Advertisement

Data: U.S. intel agencies spend millions of dollars on insider threats

(UPI Photo/Dennis Brack/Pool)
(UPI Photo/Dennis Brack/Pool) | License Photo

WASHINGTON, Sept. 2 (UPI) -- The U.S. government spent millions of dollars searching for people it believes are tied to terrorist groups and sought intelligence jobs, documents indicate.

Among other things, the CIA found a segment of job-seekers whose backgrounds indicated "significant terrorist and/or hostile intelligence connections," the document, provided to The Washington Post by former National Security Agency contractor Edward Snowden, indicated.

Advertisement

The terror groups cited most often were Hamas, Hezbollah, and al-Qaida and its affiliates, but the connections weren't described in the document, the Post reported Sunday.

Concern was high enough last year that the NSA planned to launch at least 4,000 investigations into potentially suspicious or abnormal staff activity after examining employee keystrokes at work, the Post said.
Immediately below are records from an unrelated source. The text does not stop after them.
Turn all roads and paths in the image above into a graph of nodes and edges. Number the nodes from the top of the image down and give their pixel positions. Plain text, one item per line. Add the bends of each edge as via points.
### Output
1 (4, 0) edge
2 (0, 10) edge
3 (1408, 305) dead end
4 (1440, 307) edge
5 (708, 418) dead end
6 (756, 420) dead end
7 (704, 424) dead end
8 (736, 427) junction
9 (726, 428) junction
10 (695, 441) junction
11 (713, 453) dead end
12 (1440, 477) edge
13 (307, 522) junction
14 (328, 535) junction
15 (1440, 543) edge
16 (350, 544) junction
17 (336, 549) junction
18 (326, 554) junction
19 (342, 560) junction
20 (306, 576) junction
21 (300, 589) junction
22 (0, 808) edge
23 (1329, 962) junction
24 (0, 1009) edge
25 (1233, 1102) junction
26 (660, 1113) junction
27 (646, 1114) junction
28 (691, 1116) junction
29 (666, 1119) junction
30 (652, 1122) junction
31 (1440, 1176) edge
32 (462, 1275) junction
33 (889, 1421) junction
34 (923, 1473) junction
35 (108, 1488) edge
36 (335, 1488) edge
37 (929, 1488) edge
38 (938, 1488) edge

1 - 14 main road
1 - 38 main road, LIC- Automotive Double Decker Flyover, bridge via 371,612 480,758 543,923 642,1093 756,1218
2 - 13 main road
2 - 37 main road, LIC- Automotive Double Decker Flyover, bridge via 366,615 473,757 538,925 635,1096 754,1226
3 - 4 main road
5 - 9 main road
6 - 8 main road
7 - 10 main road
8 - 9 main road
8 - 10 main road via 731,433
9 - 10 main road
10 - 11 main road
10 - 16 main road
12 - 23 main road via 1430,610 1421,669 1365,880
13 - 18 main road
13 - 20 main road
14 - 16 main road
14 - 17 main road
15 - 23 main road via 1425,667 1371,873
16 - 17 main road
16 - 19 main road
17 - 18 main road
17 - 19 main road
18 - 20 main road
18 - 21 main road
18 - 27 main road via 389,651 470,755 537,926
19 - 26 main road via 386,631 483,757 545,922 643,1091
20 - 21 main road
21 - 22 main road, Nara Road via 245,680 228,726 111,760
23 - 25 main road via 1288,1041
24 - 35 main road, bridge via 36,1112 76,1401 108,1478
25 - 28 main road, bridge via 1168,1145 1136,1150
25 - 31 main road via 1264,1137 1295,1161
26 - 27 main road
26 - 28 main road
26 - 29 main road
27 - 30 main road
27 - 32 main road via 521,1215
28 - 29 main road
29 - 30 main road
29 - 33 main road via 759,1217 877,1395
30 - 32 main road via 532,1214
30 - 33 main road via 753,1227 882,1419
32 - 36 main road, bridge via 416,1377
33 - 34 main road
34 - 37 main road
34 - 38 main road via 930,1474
Behavior that could spark suspicion included employees downloading documents or accessing classified databases they don't typically use in their job, two people familiar with the employee activity monitoring software told the Post.

The multimillion-dollar search for insider threats suffered from delays in recent years and uneven implementation across agencies, budget records indicated. Also, the detection systems never picked up that Snowden copied highly classified documents from different parts of the NSA's networks.

Advertisement

Snowden fled to Hong Kong and then Moscow, where he remains after being granted temporary asylum.

An NSA spokeswoman told the Post that contract workers such as Snowden, weren't included in the plans to re-investigate 4,000 security clearances.

CIA officials said the number of applicants ultimately tied to terrorist networks or hostile foreign governments was "small" but didn't provide an exact number or why the larger group of applicants raised alarms.

"Over the last several years, a small subset of CIA's total job applicants were flagged due to various problems or issues," one official told the Post. "During this period, one in five of that small subset were found to have significant connections to hostile intelligence services and or terrorist groups."